Polyester yarns and fabrics containing three levels of $TiO_2$ delusterant were hydrolyzed with NaOH and examined for physical and morphological changes. The mechanical propertis and hand values of alkaline hydrolyzed polyester fabrics were measured using KES-FB system. Also, the relationship between the morphology and the mechanical property of alkaline hydrolyzed polyester fabrics was analyzed. The results are as follows: 1. At an initial stage of alkaline treatment, the concentration of $TiO_2$ did not affect the weight loss of the treated yarns. But by increasing treatment time, the effect of the concentration of $TiO_2$ on the weight loss of the fiber became more pronounced.

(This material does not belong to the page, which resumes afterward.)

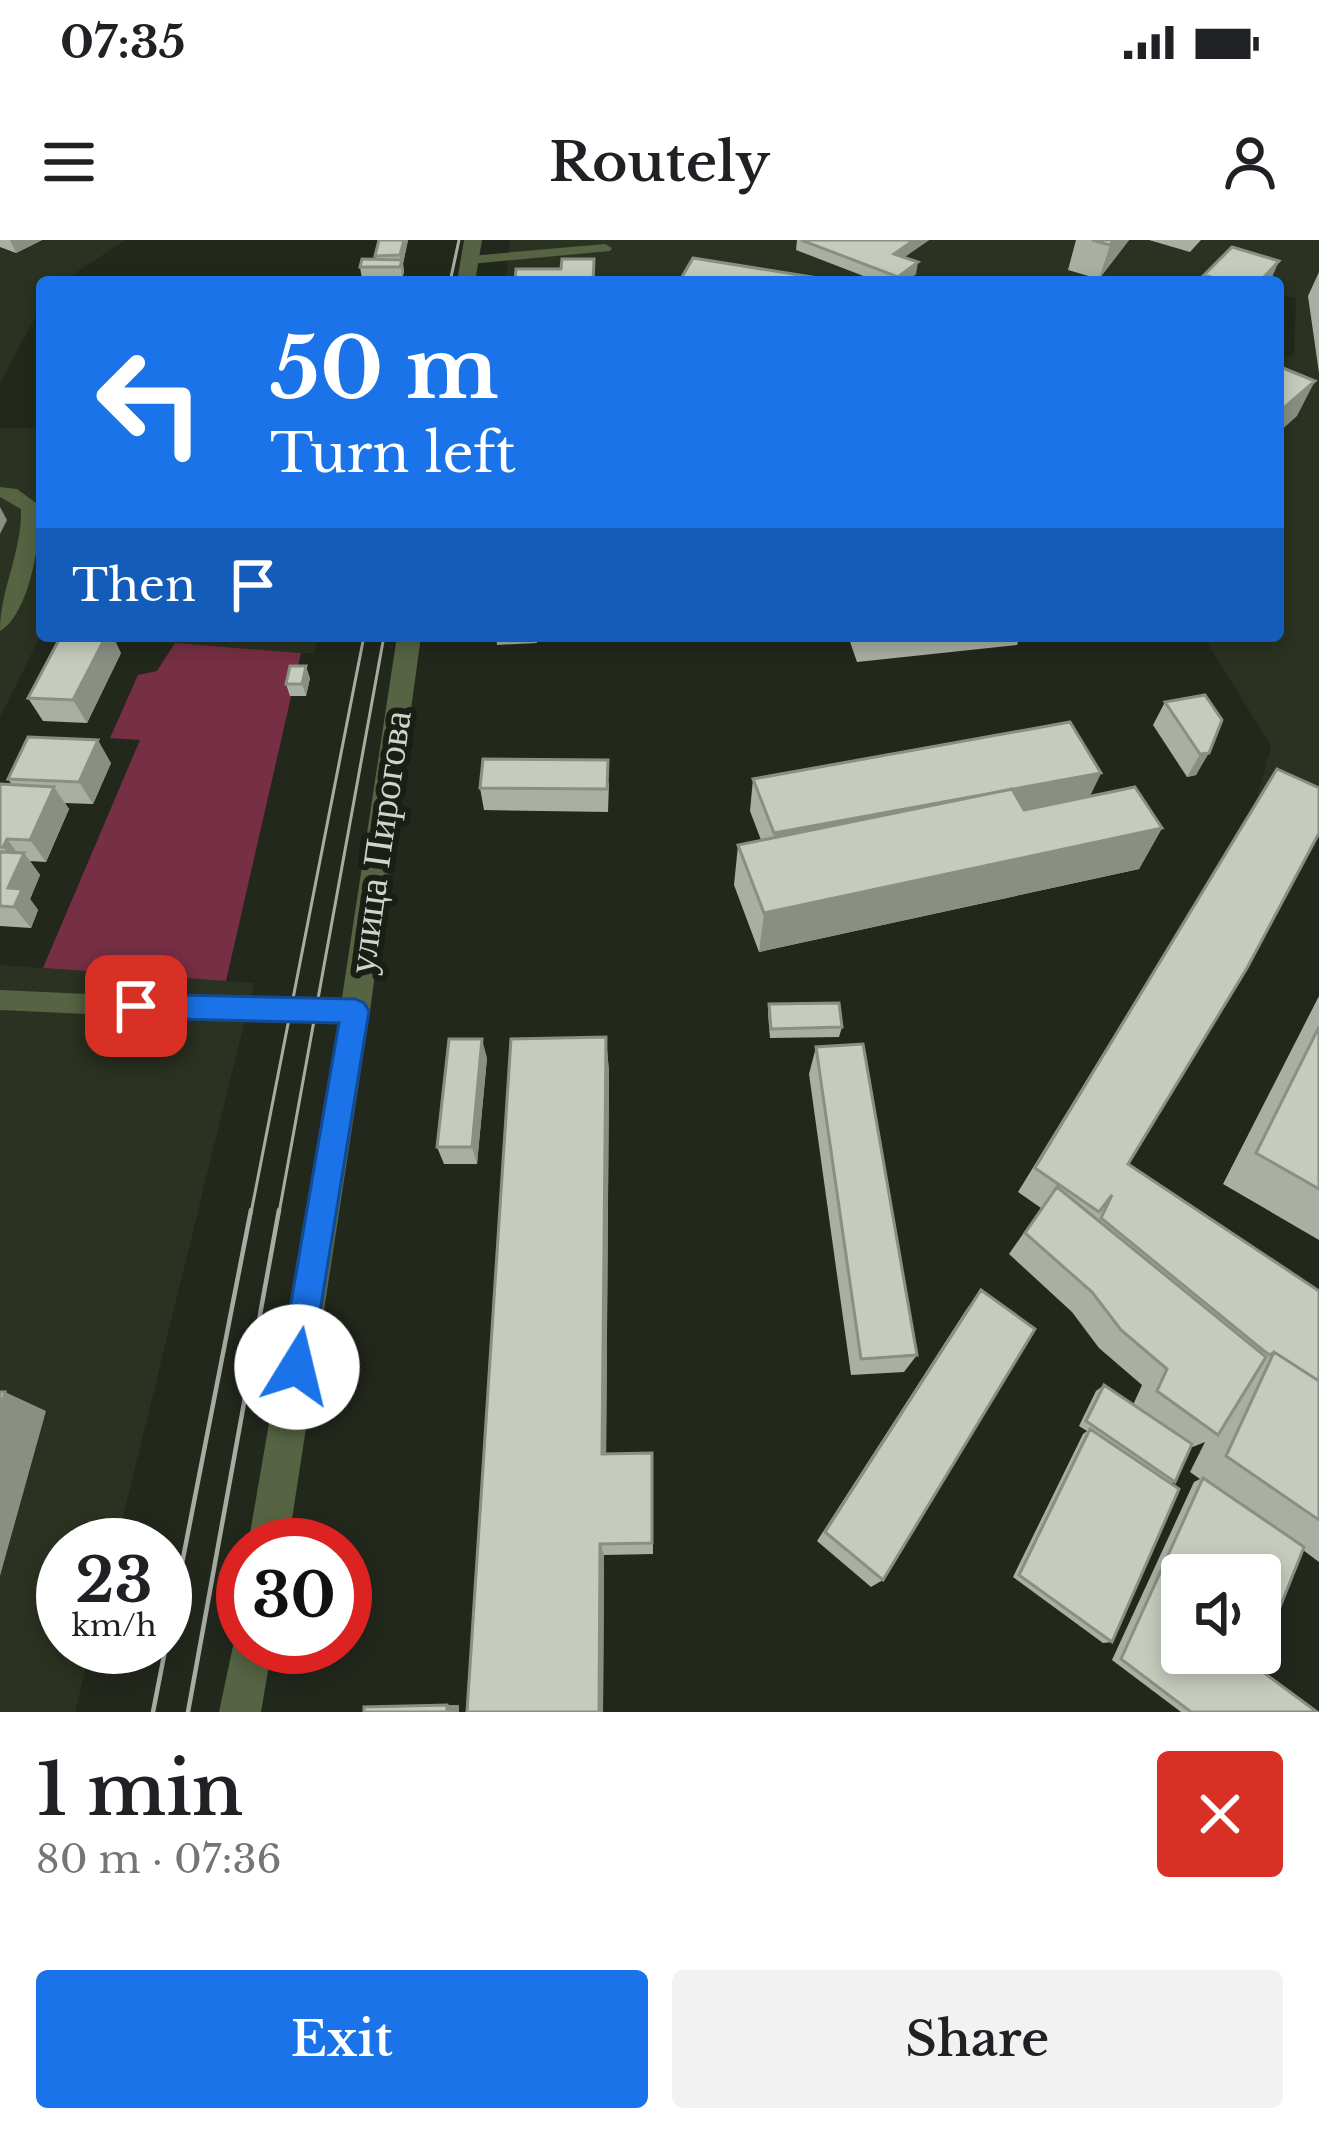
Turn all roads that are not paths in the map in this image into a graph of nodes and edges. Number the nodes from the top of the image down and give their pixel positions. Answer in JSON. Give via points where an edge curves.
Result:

The weight loss were increased in the following order; fulldull> semidull> clear 2. The effect of hydrolysis on yarn tensile strength seems to be more related to the size of the pits on the fibers rather than the number of pits. 3. Axially oriented pits occurred along the hydroyzed, delustered fiber surfaces, while such pitting was absent on hydrolyzed fiber containing no $TiO_2$. The number of voids across the surface of a fiber increased with an increase in the amount of TiOa incorporated into the fibers. The size of the voids depended on the treatment time of hydrolysis rather than the concentration of TiOa. 4. The mechanical properties and hand values of polyester fabrics were changed by alkaline treatment but were identical regardless of the concentration of TiOa. While the mechanical properties of polyester fabrics depended on the structural change of the fibers and the yarns within the fabrics as the fiber diameter became progressively smaller rather than the size and number of pits.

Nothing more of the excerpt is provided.